- _Records for the task_:
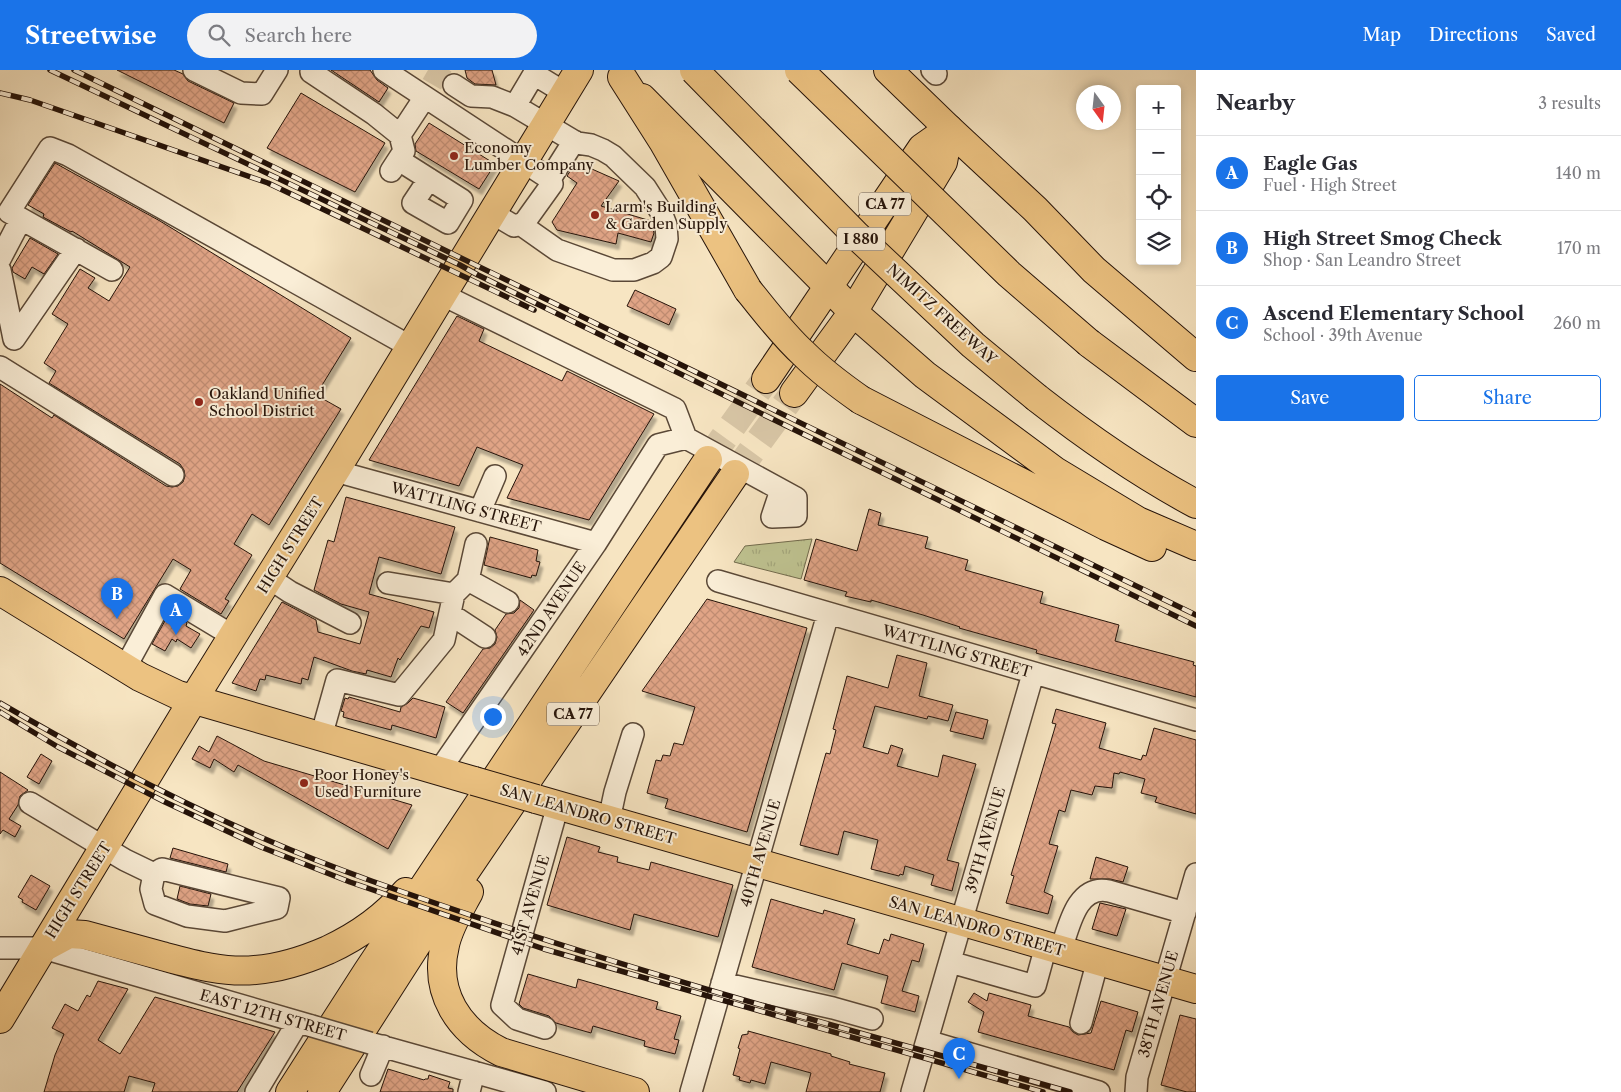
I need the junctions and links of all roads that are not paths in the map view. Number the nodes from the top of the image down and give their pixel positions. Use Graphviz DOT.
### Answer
graph roads {
  1 [pos="194,70"];
  2 [pos="277,70"];
  3 [pos="313,70"];
  4 [pos="384,70"];
  5 [pos="579,70"];
  6 [pos="694,70"];
  7 [pos="799,70"];
  8 [pos="888,70"];
  9 [pos="535,72"];
  10 [pos="619,74"];
  11 [pos="454,85"];
  12 [pos="565,93"];
  13 [pos="425,97"];
  14 [pos="515,106"];
  15 [pos="546,124"];
  16 [pos="949,129"];
  17 [pos="400,135"];
  18 [pos="574,141"];
  19 [pos="523,162"];
  20 [pos="429,179"];
  21 [pos="550,179"];
  22 [pos="492,213"];
  23 [pos="21,219"];
  24 [pos="520,224"];
  25 [pos="76,249"];
  26 [pos="0,259"];
  27 [pos="0,270"];
  28 [pos="112,270"];
  29 [pos="829,287"];
  30 [pos="442,295"];
  31 [pos="853,312"];
  32 [pos="411,347"];
  33 [pos="1196,357"];
  34 [pos="0,367"];
  35 [pos="766,379"];
  36 [pos="794,393"];
  37 [pos="1196,423"];
  38 [pos="686,438"];
  39 [pos="708,460"];
  40 [pos="336,471"];
  41 [pos="735,474"];
  42 [pos="173,475"];
  43 [pos="495,476"];
  44 [pos="781,490"];
  45 [pos="1196,504"];
  46 [pos="480,511"];
  47 [pos="596,543"];
  48 [pos="476,544"];
  49 [pos="1196,546"];
  50 [pos="1196,565"];
  51 [pos="269,578"];
  52 [pos="718,581"];
  53 [pos="388,583"];
  54 [pos="1,595"];
  55 [pos="457,596"];
  56 [pos="508,602"];
  57 [pos="828,614"];
  58 [pos="350,624"];
  59 [pos="233,636"];
  60 [pos="485,636"];
  61 [pos="125,668"];
  62 [pos="1033,674"];
  63 [pos="193,700"];
  64 [pos="1196,720"];
  65 [pos="633,734"];
  66 [pos="525,735"];
  67 [pos="321,737"];
  68 [pos="547,753"];
  69 [pos="439,771"];
  70 [pos="547,802"];
  71 [pos="30,803"];
  72 [pos="609,820"];
  73 [pos="105,848"];
  74 [pos="757,862"];
  75 [pos="154,874"];
  76 [pos="1194,885"];
  77 [pos="1185,913"];
  78 [pos="961,921"];
  79 [pos="0,948"];
  80 [pos="43,948"];
  81 [pos="1053,948"];
  82 [pos="1098,960"];
  83 [pos="950,962"];
  84 [pos="1166,980"];
  85 [pos="722,983"];
  86 [pos="1196,989"];
  87 [pos="0,1020"];
  88 [pos="872,1020"];
  89 [pos="1081,1023"];
  90 [pos="305,1024"];
  91 [pos="545,1028"];
  92 [pos="927,1042"];
  93 [pos="376,1044"];
  94 [pos="370,1075"];
  95 [pos="472,1082"];
  96 [pos="1136,1085"];
  97 [pos="256,1092"];
  98 [pos="290,1092"];
  99 [pos="322,1092"];
  100 [pos="545,1092"];
  101 [pos="635,1092"];
  102 [pos="691,1092"];
  103 [pos="912,1092"];
  104 [pos="1099,1092"];
  1 -- 2 [label="street"];
  3 -- 17 [label="street"];
  4 -- 13 [label="street"];
  5 -- 12 [label="main road, HIGH STREET"];
  6 -- 45 [label="main road, NIMITZ FREEWAY / I 880, bridge"];
  7 -- 37 [label="main road, bridge"];
  8 -- 16 [label="main road"];
  9 -- 12 [label="street"];
  9 -- 14 [label="street"];
  10 -- 29 [label="main road"];
  10 -- 50 [label="main road, bridge"];
  11 -- 14 [label="street"];
  12 -- 15 [label="main road, HIGH STREET"];
  13 -- 17 [label="street"];
  13 -- 19 [label="street"];
  14 -- 15 [label="street"];
  15 -- 18 [label="street"];
  15 -- 19 [label="main road, HIGH STREET"];
  16 -- 29 [label="main road, CA 77"];
  16 -- 31 [label="main road, CA 77"];
  16 -- 33 [label="main road"];
  17 -- 20 [label="street"];
  18 -- 21 [label="street"];
  18 -- 24 [label="street"];
  19 -- 21 [label="street"];
  19 -- 22 [label="main road, HIGH STREET"];
  21 -- 24 [label="street"];
  22 -- 24 [label="street"];
  22 -- 30 [label="main road, HIGH STREET"];
  23 -- 25 [label="street"];
  23 -- 26 [label="street"];
  23 -- 32 [label="street"];
  25 -- 27 [label="street"];
  25 -- 28 [label="street"];
  29 -- 31 [label="main road"];
  29 -- 35 [label="main road, CA 77"];
  30 -- 32 [label="main road, HIGH STREET"];
  30 -- 38 [label="street"];
  31 -- 36 [label="main road, CA 77"];
  31 -- 49 [label="main road"];
  32 -- 40 [label="main road, HIGH STREET"];
  34 -- 42 [label="street"];
  38 -- 44 [label="street"];
  38 -- 47 [label="street, 42ND AVENUE"];
  39 -- 66 [label="main road, CA 77"];
  40 -- 46 [label="street, WATTLING STREET"];
  40 -- 51 [label="main road, HIGH STREET"];
  41 -- 68 [label="main road, CA 77"];
  43 -- 46 [label="street"];
  46 -- 47 [label="street, WATTLING STREET"];
  47 -- 69 [label="street, 42ND AVENUE"];
  48 -- 55 [label="street"];
  51 -- 58 [label="street"];
  51 -- 59 [label="main road, HIGH STREET"];
  52 -- 57 [label="street, WATTLING STREET"];
  53 -- 55 [label="street"];
  54 -- 61 [label="main road, SAN LEANDRO STREET"];
  55 -- 56 [label="street"];
  55 -- 60 [label="street"];
  55 -- 67 [label="street"];
  57 -- 62 [label="street, WATTLING STREET"];
  57 -- 74 [label="street, 40TH AVENUE"];
  59 -- 61 [label="street"];
  59 -- 63 [label="main road, HIGH STREET"];
  61 -- 63 [label="main road, SAN LEANDRO STREET"];
  62 -- 64 [label="street, WATTLING STREET"];
  62 -- 78 [label="street, 39TH AVENUE"];
  63 -- 67 [label="main road, SAN LEANDRO STREET"];
  63 -- 73 [label="main road, HIGH STREET"];
  65 -- 72 [label="street"];
  66 -- 80 [label="main road"];
  66 -- 98 [label="main road, CA 77"];
  67 -- 69 [label="main road, SAN LEANDRO STREET"];
  68 -- 99 [label="main road, CA 77"];
  68 -- 101 [label="main road"];
  69 -- 70 [label="main road, SAN LEANDRO STREET, bridge"];
  70 -- 72 [label="main road, SAN LEANDRO STREET"];
  70 -- 91 [label="street, 41ST AVENUE"];
  71 -- 73 [label="street"];
  72 -- 74 [label="main road, SAN LEANDRO STREET"];
  73 -- 75 [label="street"];
  73 -- 80 [label="main road, HIGH STREET"];
  74 -- 78 [label="main road, SAN LEANDRO STREET"];
  74 -- 85 [label="street, 40TH AVENUE"];
  75 -- 75 [label="street"];
  76 -- 77 [label="street, 38TH AVENUE"];
  77 -- 81 [label="street"];
  77 -- 84 [label="street, 38TH AVENUE"];
  78 -- 81 [label="main road, SAN LEANDRO STREET"];
  78 -- 83 [label="street, 39TH AVENUE"];
  79 -- 80 [label="street, EAST 12TH STREET"];
  80 -- 87 [label="main road, HIGH STREET"];
  80 -- 90 [label="street, EAST 12TH STREET"];
  81 -- 82 [label="main road, SAN LEANDRO STREET"];
  81 -- 83 [label="street"];
  82 -- 84 [label="main road, SAN LEANDRO STREET"];
  82 -- 89 [label="street"];
  83 -- 92 [label="street, 39TH AVENUE"];
  84 -- 86 [label="main road, SAN LEANDRO STREET"];
  84 -- 96 [label="street, 38TH AVENUE"];
  85 -- 88 [label="street"];
  85 -- 102 [label="street, 40TH AVENUE"];
  90 -- 93 [label="street, EAST 12TH STREET, bridge"];
  90 -- 97 [label="street"];
  92 -- 103 [label="street, 39TH AVENUE"];
  92 -- 104 [label="street"];
  93 -- 94 [label="street"];
  93 -- 95 [label="street, EAST 12TH STREET"];
  95 -- 100 [label="street, EAST 12TH STREET"];
}
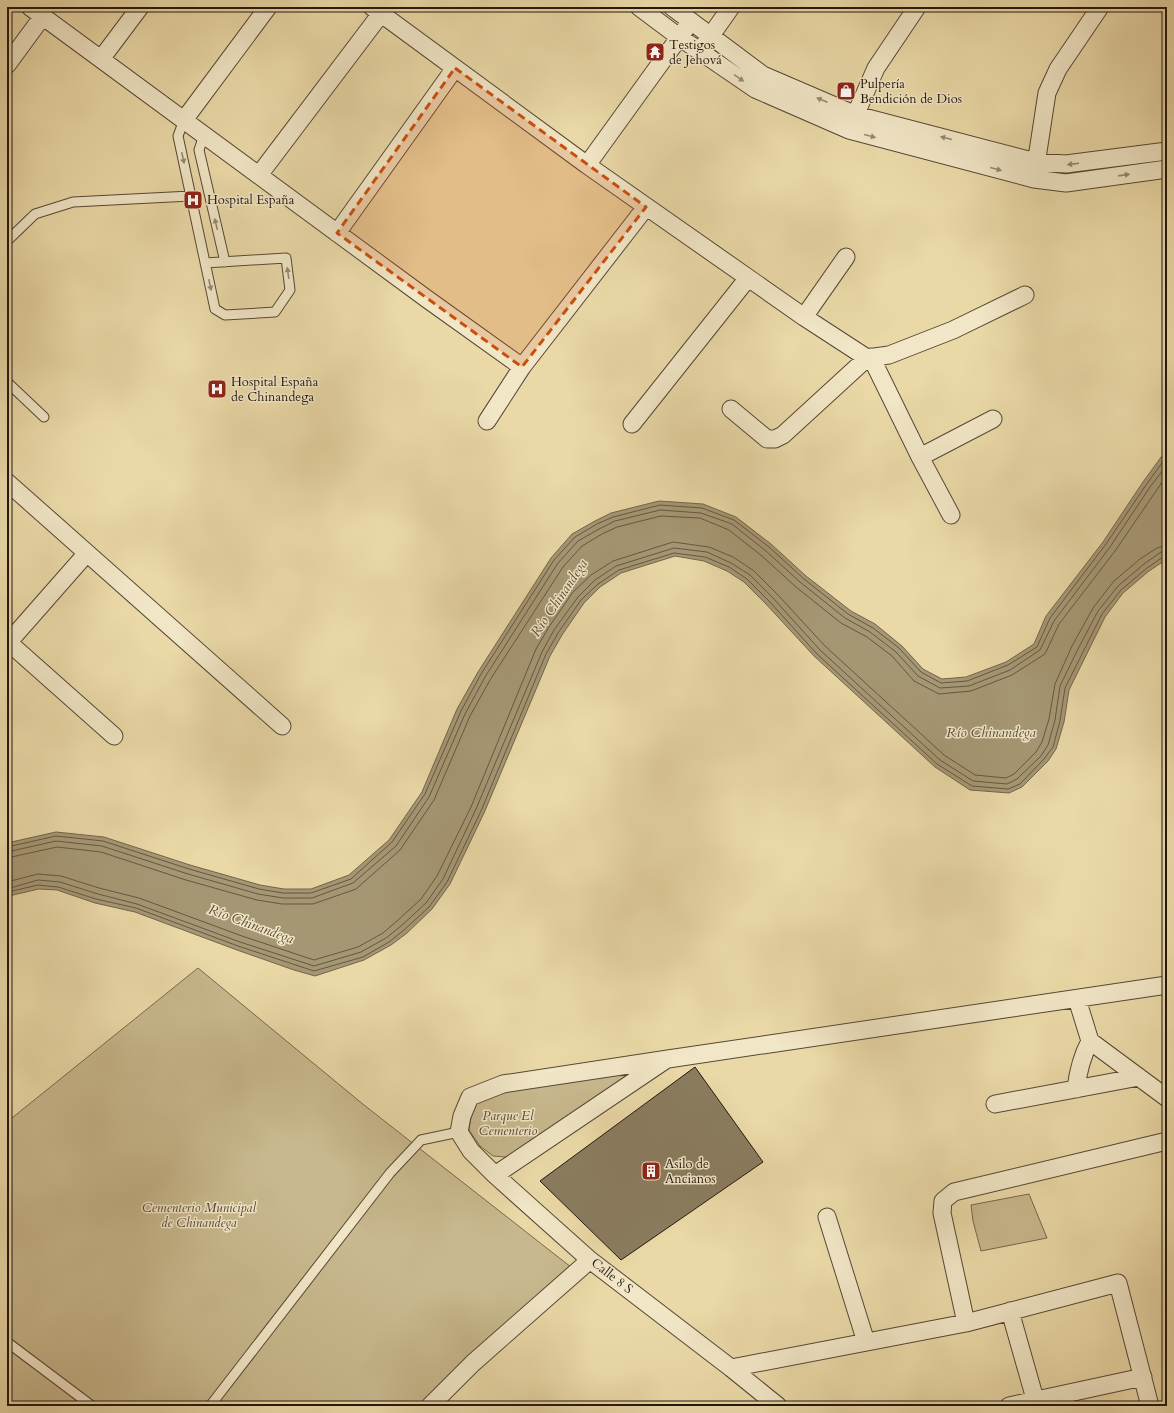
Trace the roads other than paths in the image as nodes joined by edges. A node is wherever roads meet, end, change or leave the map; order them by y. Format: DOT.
graph roads {
  1 [pos="140,7"];
  2 [pos="268,7"];
  3 [pos="639,7"];
  4 [pos="672,7"];
  5 [pos="732,7"];
  6 [pos="917,7"];
  7 [pos="1100,7"];
  8 [pos="34,9"];
  9 [pos="380,9"];
  10 [pos="691,21"];
  11 [pos="711,36"];
  12 [pos="679,37"];
  13 [pos="700,51"];
  14 [pos="101,59"];
  15 [pos="7,65"];
  16 [pos="455,68"];
  17 [pos="856,115"];
  18 [pos="184,120"];
  19 [pos="849,130"];
  20 [pos="204,135"];
  21 [pos="1167,152"];
  22 [pos="1036,162"];
  23 [pos="587,165"];
  24 [pos="1167,169"];
  25 [pos="259,175"];
  26 [pos="1034,180"];
  27 [pos="191,196"];
  28 [pos="646,207"];
  29 [pos="337,233"];
  30 [pos="7,241"];
  31 [pos="846,257"];
  32 [pos="224,262"];
  33 [pos="206,263"];
  34 [pos="748,278"];
  35 [pos="1025,295"];
  36 [pos="804,317"];
  37 [pos="869,357"];
  38 [pos="522,367"];
  39 [pos="7,382"];
  40 [pos="731,409"];
  41 [pos="44,417"];
  42 [pos="993,419"];
  43 [pos="487,421"];
  44 [pos="632,424"];
  45 [pos="920,457"];
  46 [pos="7,482"];
  47 [pos="951,515"];
  48 [pos="87,552"];
  49 [pos="8,643"];
  50 [pos="282,726"];
  51 [pos="114,736"];
  52 [pos="1167,986"];
  53 [pos="1077,999"];
  54 [pos="1090,1041"];
  55 [pos="668,1058"];
  56 [pos="1139,1077"];
  57 [pos="1076,1089"];
  58 [pos="1167,1098"];
  59 [pos="995,1104"];
  60 [pos="459,1132"];
  61 [pos="1167,1141"];
  62 [pos="495,1175"];
  63 [pos="827,1217"];
  64 [pos="590,1260"];
  65 [pos="1010,1311"];
  66 [pos="966,1323"];
  67 [pos="7,1342"];
  68 [pos="866,1342"];
  69 [pos="731,1368"];
  70 [pos="1143,1377"];
  71 [pos="1036,1403"];
  72 [pos="92,1406"];
  73 [pos="210,1406"];
  74 [pos="430,1406"];
  75 [pos="778,1406"];
  76 [pos="1009,1406"];
  77 [pos="1150,1406"];
  1 -- 14 [label="street"];
  2 -- 18 [label="street"];
  3 -- 12 [label="street"];
  4 -- 10 [label="street"];
  5 -- 11 [label="street"];
  6 -- 17 [label="street"];
  7 -- 22 [label="street"];
  8 -- 14 [label="street"];
  8 -- 15 [label="street"];
  9 -- 16 [label="street"];
  9 -- 25 [label="street"];
  10 -- 11 [label="street"];
  10 -- 12 [label="street"];
  11 -- 13 [label="street"];
  17 -- 11 [label="street, one-way"];
  12 -- 13 [label="street"];
  12 -- 23 [label="street"];
  13 -- 19 [label="street, one-way"];
  14 -- 18 [label="street"];
  16 -- 23 [label="street"];
  16 -- 29 [label="street"];
  17 -- 19 [label="street"];
  22 -- 17 [label="street, one-way"];
  18 -- 20 [label="street"];
  18 -- 27 [label="lane, one-way"];
  19 -- 26 [label="street, one-way"];
  20 -- 25 [label="street"];
  32 -- 20 [label="lane, one-way"];
  21 -- 22 [label="street, one-way"];
  22 -- 26 [label="street"];
  23 -- 28 [label="street"];
  26 -- 24 [label="street, one-way"];
  25 -- 29 [label="street"];
  27 -- 30 [label="lane"];
  27 -- 33 [label="lane"];
  28 -- 34 [label="street"];
  28 -- 38 [label="street"];
  29 -- 38 [label="street"];
  31 -- 36 [label="street"];
  32 -- 33 [label="lane"];
  33 -- 32 [label="lane, one-way"];
  34 -- 36 [label="street"];
  34 -- 44 [label="street"];
  35 -- 37 [label="street"];
  36 -- 37 [label="street"];
  37 -- 40 [label="street"];
  37 -- 45 [label="street"];
  38 -- 43 [label="street"];
  39 -- 41 [label="lane"];
  42 -- 45 [label="street"];
  45 -- 47 [label="street"];
  46 -- 48 [label="street"];
  48 -- 49 [label="street"];
  48 -- 50 [label="street"];
  49 -- 51 [label="street"];
  52 -- 53 [label="street"];
  53 -- 54 [label="street"];
  53 -- 55 [label="street"];
  54 -- 56 [label="street"];
  54 -- 57 [label="street"];
  55 -- 60 [label="street"];
  55 -- 62 [label="street"];
  56 -- 57 [label="street"];
  56 -- 58 [label="street"];
  57 -- 59 [label="street"];
  60 -- 62 [label="street, Calle 8 S"];
  60 -- 73 [label="lane"];
  61 -- 66 [label="street"];
  62 -- 64 [label="street, Calle 8 S"];
  63 -- 68 [label="street"];
  64 -- 69 [label="street, Calle 8 S"];
  64 -- 74 [label="street"];
  65 -- 66 [label="street"];
  65 -- 70 [label="street"];
  65 -- 71 [label="street"];
  66 -- 68 [label="street"];
  67 -- 72 [label="lane"];
  68 -- 69 [label="street"];
  69 -- 75 [label="street, Calle 8 S"];
  70 -- 71 [label="street"];
  70 -- 77 [label="street"];
  71 -- 76 [label="street"];
}
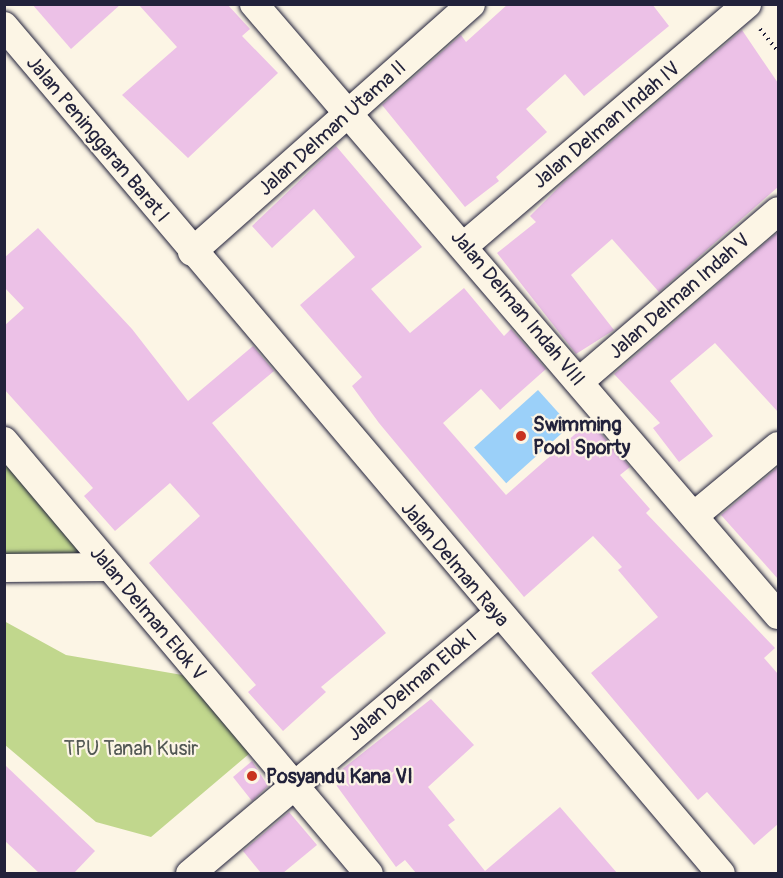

- _Assigned task_:
Say how many lines in the preceding material hold the word "bridge"; nothing else belongs in the reply.

- _Expected answer_:
5